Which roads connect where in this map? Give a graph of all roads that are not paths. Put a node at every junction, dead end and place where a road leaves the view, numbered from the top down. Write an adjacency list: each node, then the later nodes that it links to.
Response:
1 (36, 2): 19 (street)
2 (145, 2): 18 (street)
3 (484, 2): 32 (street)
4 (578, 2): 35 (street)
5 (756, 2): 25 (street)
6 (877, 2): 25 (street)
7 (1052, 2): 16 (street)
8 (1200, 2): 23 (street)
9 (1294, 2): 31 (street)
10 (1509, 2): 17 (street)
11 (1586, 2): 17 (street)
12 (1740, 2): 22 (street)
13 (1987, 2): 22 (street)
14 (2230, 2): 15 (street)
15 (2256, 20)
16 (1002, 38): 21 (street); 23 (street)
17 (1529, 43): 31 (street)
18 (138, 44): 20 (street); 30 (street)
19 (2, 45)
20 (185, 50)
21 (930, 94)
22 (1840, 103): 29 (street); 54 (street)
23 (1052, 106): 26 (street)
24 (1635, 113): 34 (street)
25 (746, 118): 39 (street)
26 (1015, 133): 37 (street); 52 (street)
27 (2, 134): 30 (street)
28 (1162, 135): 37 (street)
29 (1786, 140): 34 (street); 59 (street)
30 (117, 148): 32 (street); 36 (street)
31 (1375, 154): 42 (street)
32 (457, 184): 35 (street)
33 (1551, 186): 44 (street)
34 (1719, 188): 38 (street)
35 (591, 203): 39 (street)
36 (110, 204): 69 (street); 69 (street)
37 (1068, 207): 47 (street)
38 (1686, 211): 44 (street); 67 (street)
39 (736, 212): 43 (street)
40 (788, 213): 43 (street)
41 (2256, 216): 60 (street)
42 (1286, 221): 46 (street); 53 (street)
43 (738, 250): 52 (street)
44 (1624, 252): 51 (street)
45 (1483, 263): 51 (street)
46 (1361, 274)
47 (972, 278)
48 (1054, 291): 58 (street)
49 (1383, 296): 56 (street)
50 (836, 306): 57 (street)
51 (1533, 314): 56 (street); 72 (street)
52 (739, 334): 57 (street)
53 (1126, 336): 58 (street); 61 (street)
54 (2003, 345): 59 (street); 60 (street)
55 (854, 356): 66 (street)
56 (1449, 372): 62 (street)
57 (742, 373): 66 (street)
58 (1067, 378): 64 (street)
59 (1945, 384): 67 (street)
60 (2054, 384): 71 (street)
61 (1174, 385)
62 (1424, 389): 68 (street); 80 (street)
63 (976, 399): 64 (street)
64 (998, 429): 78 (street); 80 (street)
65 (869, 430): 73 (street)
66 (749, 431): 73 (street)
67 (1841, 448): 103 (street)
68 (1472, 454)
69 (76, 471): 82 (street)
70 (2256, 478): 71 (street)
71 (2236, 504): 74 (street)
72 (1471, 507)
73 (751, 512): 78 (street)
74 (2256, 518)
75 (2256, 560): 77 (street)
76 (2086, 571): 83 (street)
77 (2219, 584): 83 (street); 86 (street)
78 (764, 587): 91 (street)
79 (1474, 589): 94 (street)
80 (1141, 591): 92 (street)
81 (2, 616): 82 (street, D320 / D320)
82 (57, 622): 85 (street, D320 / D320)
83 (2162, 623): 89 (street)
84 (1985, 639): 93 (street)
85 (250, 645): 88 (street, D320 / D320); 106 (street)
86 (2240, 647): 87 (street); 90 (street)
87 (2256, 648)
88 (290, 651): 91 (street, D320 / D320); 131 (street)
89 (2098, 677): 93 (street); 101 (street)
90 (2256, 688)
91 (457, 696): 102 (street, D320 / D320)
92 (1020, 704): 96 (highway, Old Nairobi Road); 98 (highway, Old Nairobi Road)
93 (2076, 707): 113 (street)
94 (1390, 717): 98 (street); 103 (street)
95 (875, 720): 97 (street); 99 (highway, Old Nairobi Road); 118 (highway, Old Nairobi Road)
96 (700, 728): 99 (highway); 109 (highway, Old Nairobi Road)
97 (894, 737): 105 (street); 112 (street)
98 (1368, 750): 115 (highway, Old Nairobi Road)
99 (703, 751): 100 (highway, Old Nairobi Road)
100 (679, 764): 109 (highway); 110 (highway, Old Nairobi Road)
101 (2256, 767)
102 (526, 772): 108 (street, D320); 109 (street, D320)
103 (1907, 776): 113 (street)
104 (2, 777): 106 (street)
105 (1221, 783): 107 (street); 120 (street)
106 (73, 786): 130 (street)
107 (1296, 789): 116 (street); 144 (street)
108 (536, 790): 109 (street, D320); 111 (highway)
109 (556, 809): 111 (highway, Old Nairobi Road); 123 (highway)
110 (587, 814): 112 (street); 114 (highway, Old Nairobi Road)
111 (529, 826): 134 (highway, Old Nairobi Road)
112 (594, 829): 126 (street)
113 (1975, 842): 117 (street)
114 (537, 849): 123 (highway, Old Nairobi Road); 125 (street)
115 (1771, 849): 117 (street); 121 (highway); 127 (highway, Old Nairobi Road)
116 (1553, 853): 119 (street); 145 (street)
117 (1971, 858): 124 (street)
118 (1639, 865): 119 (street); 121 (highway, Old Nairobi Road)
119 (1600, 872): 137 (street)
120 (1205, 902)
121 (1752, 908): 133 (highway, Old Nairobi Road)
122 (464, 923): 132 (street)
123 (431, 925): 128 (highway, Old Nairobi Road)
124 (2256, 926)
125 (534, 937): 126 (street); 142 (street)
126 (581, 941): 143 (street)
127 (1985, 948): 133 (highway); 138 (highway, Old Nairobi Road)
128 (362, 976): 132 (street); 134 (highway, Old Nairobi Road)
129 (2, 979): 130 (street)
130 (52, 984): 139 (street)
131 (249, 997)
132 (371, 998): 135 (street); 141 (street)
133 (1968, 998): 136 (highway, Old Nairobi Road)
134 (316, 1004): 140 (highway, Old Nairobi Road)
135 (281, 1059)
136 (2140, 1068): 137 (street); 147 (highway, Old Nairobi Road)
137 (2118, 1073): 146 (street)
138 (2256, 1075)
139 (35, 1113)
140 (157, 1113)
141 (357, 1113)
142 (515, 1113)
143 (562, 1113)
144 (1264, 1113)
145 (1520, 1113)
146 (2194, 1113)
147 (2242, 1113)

| PROBLEM TO WORK ON |
Word for word, restate the whole of the material above.

| EXERCISE ANSWER |
Which roads connect where in this map? Give a graph of all roads that are not paths. Put a node at every junction, dead end and place where a road leaves the view, numbered from the top down. Write an adjacency list: each node, then the later nodes that it links to.
Response:
1 (36, 2): 19 (street)
2 (145, 2): 18 (street)
3 (484, 2): 32 (street)
4 (578, 2): 35 (street)
5 (756, 2): 25 (street)
6 (877, 2): 25 (street)
7 (1052, 2): 16 (street)
8 (1200, 2): 23 (street)
9 (1294, 2): 31 (street)
10 (1509, 2): 17 (street)
11 (1586, 2): 17 (street)
12 (1740, 2): 22 (street)
13 (1987, 2): 22 (street)
14 (2230, 2): 15 (street)
15 (2256, 20)
16 (1002, 38): 21 (street); 23 (street)
17 (1529, 43): 31 (street)
18 (138, 44): 20 (street); 30 (street)
19 (2, 45)
20 (185, 50)
21 (930, 94)
22 (1840, 103): 29 (street); 54 (street)
23 (1052, 106): 26 (street)
24 (1635, 113): 34 (street)
25 (746, 118): 39 (street)
26 (1015, 133): 37 (street); 52 (street)
27 (2, 134): 30 (street)
28 (1162, 135): 37 (street)
29 (1786, 140): 34 (street); 59 (street)
30 (117, 148): 32 (street); 36 (street)
31 (1375, 154): 42 (street)
32 (457, 184): 35 (street)
33 (1551, 186): 44 (street)
34 (1719, 188): 38 (street)
35 (591, 203): 39 (street)
36 (110, 204): 69 (street); 69 (street)
37 (1068, 207): 47 (street)
38 (1686, 211): 44 (street); 67 (street)
39 (736, 212): 43 (street)
40 (788, 213): 43 (street)
41 (2256, 216): 60 (street)
42 (1286, 221): 46 (street); 53 (street)
43 (738, 250): 52 (street)
44 (1624, 252): 51 (street)
45 (1483, 263): 51 (street)
46 (1361, 274)
47 (972, 278)
48 (1054, 291): 58 (street)
49 (1383, 296): 56 (street)
50 (836, 306): 57 (street)
51 (1533, 314): 56 (street); 72 (street)
52 (739, 334): 57 (street)
53 (1126, 336): 58 (street); 61 (street)
54 (2003, 345): 59 (street); 60 (street)
55 (854, 356): 66 (street)
56 (1449, 372): 62 (street)
57 (742, 373): 66 (street)
58 (1067, 378): 64 (street)
59 (1945, 384): 67 (street)
60 (2054, 384): 71 (street)
61 (1174, 385)
62 (1424, 389): 68 (street); 80 (street)
63 (976, 399): 64 (street)
64 (998, 429): 78 (street); 80 (street)
65 (869, 430): 73 (street)
66 (749, 431): 73 (street)
67 (1841, 448): 103 (street)
68 (1472, 454)
69 (76, 471): 82 (street)
70 (2256, 478): 71 (street)
71 (2236, 504): 74 (street)
72 (1471, 507)
73 (751, 512): 78 (street)
74 (2256, 518)
75 (2256, 560): 77 (street)
76 (2086, 571): 83 (street)
77 (2219, 584): 83 (street); 86 (street)
78 (764, 587): 91 (street)
79 (1474, 589): 94 (street)
80 (1141, 591): 92 (street)
81 (2, 616): 82 (street, D320 / D320)
82 (57, 622): 85 (street, D320 / D320)
83 (2162, 623): 89 (street)
84 (1985, 639): 93 (street)
85 (250, 645): 88 (street, D320 / D320); 106 (street)
86 (2240, 647): 87 (street); 90 (street)
87 (2256, 648)
88 (290, 651): 91 (street, D320 / D320); 131 (street)
89 (2098, 677): 93 (street); 101 (street)
90 (2256, 688)
91 (457, 696): 102 (street, D320 / D320)
92 (1020, 704): 96 (highway, Old Nairobi Road); 98 (highway, Old Nairobi Road)
93 (2076, 707): 113 (street)
94 (1390, 717): 98 (street); 103 (street)
95 (875, 720): 97 (street); 99 (highway, Old Nairobi Road); 118 (highway, Old Nairobi Road)
96 (700, 728): 99 (highway); 109 (highway, Old Nairobi Road)
97 (894, 737): 105 (street); 112 (street)
98 (1368, 750): 115 (highway, Old Nairobi Road)
99 (703, 751): 100 (highway, Old Nairobi Road)
100 (679, 764): 109 (highway); 110 (highway, Old Nairobi Road)
101 (2256, 767)
102 (526, 772): 108 (street, D320); 109 (street, D320)
103 (1907, 776): 113 (street)
104 (2, 777): 106 (street)
105 (1221, 783): 107 (street); 120 (street)
106 (73, 786): 130 (street)
107 (1296, 789): 116 (street); 144 (street)
108 (536, 790): 109 (street, D320); 111 (highway)
109 (556, 809): 111 (highway, Old Nairobi Road); 123 (highway)
110 (587, 814): 112 (street); 114 (highway, Old Nairobi Road)
111 (529, 826): 134 (highway, Old Nairobi Road)
112 (594, 829): 126 (street)
113 (1975, 842): 117 (street)
114 (537, 849): 123 (highway, Old Nairobi Road); 125 (street)
115 (1771, 849): 117 (street); 121 (highway); 127 (highway, Old Nairobi Road)
116 (1553, 853): 119 (street); 145 (street)
117 (1971, 858): 124 (street)
118 (1639, 865): 119 (street); 121 (highway, Old Nairobi Road)
119 (1600, 872): 137 (street)
120 (1205, 902)
121 (1752, 908): 133 (highway, Old Nairobi Road)
122 (464, 923): 132 (street)
123 (431, 925): 128 (highway, Old Nairobi Road)
124 (2256, 926)
125 (534, 937): 126 (street); 142 (street)
126 (581, 941): 143 (street)
127 (1985, 948): 133 (highway); 138 (highway, Old Nairobi Road)
128 (362, 976): 132 (street); 134 (highway, Old Nairobi Road)
129 (2, 979): 130 (street)
130 (52, 984): 139 (street)
131 (249, 997)
132 (371, 998): 135 (street); 141 (street)
133 (1968, 998): 136 (highway, Old Nairobi Road)
134 (316, 1004): 140 (highway, Old Nairobi Road)
135 (281, 1059)
136 (2140, 1068): 137 (street); 147 (highway, Old Nairobi Road)
137 (2118, 1073): 146 (street)
138 (2256, 1075)
139 (35, 1113)
140 (157, 1113)
141 (357, 1113)
142 (515, 1113)
143 (562, 1113)
144 (1264, 1113)
145 (1520, 1113)
146 (2194, 1113)
147 (2242, 1113)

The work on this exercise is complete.